The report sets the stage for a pivot of purpose: billed the first year as a public health initiative of the get off the couch, get up and move variety, the study shows most participants were already active. In the previous week, participants surveyed said they worked out five days on average; the mode was seven.
But if Free Streets didn’t encourage participants to burn more calories, it did inspire them to burn more cash: 80 percent of surveyed businesses along the route said business volume was up compared to the previous Saturday. Perhaps uncoincidentally, 80 percent of businesses said they’d want to see another free streets event.
The first Free Streets organizers also hoped to attract a diverse crowd, but fell short of that goal. The report, based on a survey of 170 participants plus 69 of the 112 businesses located along South Street, found that 70 percent identified as white, 90 percent held at least a bachelor’s degree, 73 percent earned more than $50,000 a year, and just over half were between the ages of 18 and 34.
Most of the route traveled through relatively white and affluent parts of town, except for West Fairmount Park. There, the number of African-American participants increased, suggesting that a route through more diverse neighborhoods could significantly influence the crowd’s makeup. Fifty-four percent of survey subjects said they lived in zip codes within a quarter mile of the route. OTIS officials were coy about where the next Free Streets would be held, as that’s still being negotiated.
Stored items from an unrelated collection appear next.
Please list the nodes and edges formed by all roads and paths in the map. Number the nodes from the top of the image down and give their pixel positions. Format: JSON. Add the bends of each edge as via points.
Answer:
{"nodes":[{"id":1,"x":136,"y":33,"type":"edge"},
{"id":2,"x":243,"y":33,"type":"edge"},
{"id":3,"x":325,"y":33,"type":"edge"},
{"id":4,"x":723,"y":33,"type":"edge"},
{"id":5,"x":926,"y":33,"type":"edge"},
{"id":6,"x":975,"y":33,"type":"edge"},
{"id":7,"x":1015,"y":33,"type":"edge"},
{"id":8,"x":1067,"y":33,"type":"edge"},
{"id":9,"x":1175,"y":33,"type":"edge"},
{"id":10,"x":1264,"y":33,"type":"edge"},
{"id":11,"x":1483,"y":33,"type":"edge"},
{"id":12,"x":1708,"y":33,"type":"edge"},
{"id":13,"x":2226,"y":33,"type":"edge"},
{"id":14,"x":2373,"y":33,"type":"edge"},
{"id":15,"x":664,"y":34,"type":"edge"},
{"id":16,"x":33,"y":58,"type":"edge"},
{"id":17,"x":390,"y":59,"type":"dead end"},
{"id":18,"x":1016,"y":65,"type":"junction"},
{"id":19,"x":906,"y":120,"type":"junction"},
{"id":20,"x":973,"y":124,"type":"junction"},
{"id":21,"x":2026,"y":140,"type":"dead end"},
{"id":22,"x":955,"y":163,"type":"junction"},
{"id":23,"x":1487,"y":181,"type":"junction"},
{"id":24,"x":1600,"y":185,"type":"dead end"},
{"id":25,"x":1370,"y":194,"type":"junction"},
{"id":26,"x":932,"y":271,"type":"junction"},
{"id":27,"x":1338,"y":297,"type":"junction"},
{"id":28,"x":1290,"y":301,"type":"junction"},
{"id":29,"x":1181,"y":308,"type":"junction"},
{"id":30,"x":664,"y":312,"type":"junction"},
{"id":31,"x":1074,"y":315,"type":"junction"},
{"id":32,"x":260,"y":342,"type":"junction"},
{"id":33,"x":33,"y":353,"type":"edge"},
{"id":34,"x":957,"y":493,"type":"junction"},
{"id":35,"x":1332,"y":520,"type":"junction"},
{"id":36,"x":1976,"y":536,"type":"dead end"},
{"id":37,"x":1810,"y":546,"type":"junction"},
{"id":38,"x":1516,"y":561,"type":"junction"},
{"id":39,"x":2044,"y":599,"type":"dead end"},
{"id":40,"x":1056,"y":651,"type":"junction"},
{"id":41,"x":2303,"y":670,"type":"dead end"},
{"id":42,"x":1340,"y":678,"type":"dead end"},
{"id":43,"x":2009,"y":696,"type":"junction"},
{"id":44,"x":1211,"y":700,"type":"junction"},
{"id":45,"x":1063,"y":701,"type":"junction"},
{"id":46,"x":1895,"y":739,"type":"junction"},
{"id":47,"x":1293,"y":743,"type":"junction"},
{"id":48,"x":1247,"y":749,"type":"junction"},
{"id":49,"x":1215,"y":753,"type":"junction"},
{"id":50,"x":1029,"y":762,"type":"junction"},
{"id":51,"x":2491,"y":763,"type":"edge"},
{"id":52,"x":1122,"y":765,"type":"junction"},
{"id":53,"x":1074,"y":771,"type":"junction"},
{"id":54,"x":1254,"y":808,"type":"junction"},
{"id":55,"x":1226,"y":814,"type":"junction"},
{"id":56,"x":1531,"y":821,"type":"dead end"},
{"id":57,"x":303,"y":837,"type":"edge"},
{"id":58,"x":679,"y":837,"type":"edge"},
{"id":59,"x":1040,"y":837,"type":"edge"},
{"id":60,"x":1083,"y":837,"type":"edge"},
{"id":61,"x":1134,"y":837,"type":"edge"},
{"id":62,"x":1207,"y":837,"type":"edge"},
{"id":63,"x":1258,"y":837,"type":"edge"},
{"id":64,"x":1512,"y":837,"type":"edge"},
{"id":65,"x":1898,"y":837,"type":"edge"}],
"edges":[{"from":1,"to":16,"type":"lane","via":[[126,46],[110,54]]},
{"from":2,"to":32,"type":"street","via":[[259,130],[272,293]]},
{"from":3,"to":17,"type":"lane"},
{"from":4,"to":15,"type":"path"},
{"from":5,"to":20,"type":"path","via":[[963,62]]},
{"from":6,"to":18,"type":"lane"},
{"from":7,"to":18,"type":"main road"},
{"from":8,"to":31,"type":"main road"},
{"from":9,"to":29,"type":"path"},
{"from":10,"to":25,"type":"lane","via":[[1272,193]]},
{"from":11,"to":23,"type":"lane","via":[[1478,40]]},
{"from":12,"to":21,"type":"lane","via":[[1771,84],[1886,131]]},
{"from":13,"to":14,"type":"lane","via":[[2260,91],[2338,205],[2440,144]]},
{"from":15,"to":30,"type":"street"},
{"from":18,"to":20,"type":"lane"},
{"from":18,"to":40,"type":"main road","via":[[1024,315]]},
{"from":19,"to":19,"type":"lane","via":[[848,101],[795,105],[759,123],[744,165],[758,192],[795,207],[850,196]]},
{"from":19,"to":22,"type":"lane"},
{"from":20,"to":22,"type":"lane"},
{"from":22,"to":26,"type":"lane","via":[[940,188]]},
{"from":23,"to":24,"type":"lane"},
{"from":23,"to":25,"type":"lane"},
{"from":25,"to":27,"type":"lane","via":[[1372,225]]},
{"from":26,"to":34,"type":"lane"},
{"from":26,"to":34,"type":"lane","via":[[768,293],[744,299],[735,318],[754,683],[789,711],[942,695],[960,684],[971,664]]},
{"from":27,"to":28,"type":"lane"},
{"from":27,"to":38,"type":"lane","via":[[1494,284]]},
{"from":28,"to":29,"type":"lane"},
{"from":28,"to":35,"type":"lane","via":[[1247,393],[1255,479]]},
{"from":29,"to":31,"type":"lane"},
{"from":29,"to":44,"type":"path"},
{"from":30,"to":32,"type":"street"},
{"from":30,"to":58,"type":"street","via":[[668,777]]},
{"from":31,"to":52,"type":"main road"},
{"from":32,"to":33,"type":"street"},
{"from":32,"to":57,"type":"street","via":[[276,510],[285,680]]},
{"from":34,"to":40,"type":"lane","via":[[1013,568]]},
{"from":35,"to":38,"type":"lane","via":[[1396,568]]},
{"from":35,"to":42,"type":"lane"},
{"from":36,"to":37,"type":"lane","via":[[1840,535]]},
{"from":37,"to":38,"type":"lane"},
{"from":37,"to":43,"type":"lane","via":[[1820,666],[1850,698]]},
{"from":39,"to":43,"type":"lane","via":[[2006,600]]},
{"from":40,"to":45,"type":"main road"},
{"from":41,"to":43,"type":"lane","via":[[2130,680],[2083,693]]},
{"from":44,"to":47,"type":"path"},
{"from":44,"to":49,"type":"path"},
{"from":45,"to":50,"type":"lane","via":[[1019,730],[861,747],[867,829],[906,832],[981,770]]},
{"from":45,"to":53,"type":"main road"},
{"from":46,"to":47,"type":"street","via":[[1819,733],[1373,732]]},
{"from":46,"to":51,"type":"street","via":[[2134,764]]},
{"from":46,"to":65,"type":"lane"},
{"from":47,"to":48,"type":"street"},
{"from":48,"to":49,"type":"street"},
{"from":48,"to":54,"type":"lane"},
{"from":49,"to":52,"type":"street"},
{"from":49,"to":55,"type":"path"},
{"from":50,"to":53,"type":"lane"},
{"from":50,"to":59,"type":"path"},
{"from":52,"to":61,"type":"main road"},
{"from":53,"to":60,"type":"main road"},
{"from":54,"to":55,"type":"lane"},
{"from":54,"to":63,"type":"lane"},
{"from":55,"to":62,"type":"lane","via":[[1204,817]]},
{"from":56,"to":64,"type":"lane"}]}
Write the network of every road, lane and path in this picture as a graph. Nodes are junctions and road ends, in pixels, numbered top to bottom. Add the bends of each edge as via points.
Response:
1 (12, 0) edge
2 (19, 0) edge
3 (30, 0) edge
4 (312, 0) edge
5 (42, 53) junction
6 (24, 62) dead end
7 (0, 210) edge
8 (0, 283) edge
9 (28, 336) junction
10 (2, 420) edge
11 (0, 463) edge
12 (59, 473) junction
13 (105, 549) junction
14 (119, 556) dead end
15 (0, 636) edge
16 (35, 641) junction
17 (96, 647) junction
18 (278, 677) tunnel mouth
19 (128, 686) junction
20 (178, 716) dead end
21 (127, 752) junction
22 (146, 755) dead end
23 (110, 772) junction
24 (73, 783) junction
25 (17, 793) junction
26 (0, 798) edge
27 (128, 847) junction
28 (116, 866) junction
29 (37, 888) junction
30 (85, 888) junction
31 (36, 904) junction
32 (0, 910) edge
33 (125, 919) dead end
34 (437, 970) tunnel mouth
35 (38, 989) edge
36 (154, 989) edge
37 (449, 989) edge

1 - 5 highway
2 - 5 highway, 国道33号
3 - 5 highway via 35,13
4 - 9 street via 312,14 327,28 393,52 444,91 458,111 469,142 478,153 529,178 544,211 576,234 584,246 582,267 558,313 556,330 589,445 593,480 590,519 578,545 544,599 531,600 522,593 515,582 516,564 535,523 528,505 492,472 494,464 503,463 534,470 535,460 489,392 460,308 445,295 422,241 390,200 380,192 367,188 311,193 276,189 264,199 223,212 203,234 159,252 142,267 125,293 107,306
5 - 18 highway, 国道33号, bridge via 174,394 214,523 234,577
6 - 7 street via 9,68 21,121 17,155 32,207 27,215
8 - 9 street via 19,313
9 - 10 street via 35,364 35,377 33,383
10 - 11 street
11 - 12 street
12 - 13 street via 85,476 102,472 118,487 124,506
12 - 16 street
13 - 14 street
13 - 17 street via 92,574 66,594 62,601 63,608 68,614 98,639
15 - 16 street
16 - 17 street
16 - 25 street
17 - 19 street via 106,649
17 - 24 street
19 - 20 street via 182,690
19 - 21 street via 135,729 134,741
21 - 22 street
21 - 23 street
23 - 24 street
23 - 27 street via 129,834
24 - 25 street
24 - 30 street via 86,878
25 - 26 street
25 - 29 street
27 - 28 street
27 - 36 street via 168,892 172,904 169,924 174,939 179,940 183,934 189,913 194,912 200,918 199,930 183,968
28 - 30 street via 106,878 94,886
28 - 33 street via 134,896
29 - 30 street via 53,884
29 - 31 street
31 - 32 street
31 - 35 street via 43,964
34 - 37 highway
During the panel discussion, Mike Carroll, the deputy managing director for OTIS, said the city was committed to holding another free streets event “before 2018.” Carroll said the first Free Streets cost the city around $125,000. Finding funds will be important for future iterations of Philly free streets — unlike street festivals, which pack blocks with revenue-generating beer tents and food trucks, open streets events lack a built-in money making strategy.
Charlotte Castle, a project manager at OTIS, said one of the goals of the next Free Streets event would be in “making this really a transportation program… so that people can really begin to imagine their streets not just for people driving but also for people walking through neighborhood and people biking and having families on bikes.” To that end, Castle said they were looking at ways to separate faster moving bikes from the more leisurely walkers.
Castle later agreed with a crowd suggestion that the next event offers a unique opportunity to pilot different types of sometimes-controversial bike/pedestrian infrastructure, like protected bike lanes. Of course, given the young, active, urbanist demographic that participated in the first, which could amount to preaching to the choir.
The survey’s results offer an incomplete snapshot. First, it skewed towards pedestrians over bicyclists, who were harder to get to stop for the survey. More importantly, there’s an inherent selection bias at play, surveying only those who participated, a group who at least thought they’d enjoy the event (or else they would have just stayed away).
* NOTE: PlanPhilly founded as a project of PennPraxis, where it remained until March 2015 when PlanPhilly became part of WHYY.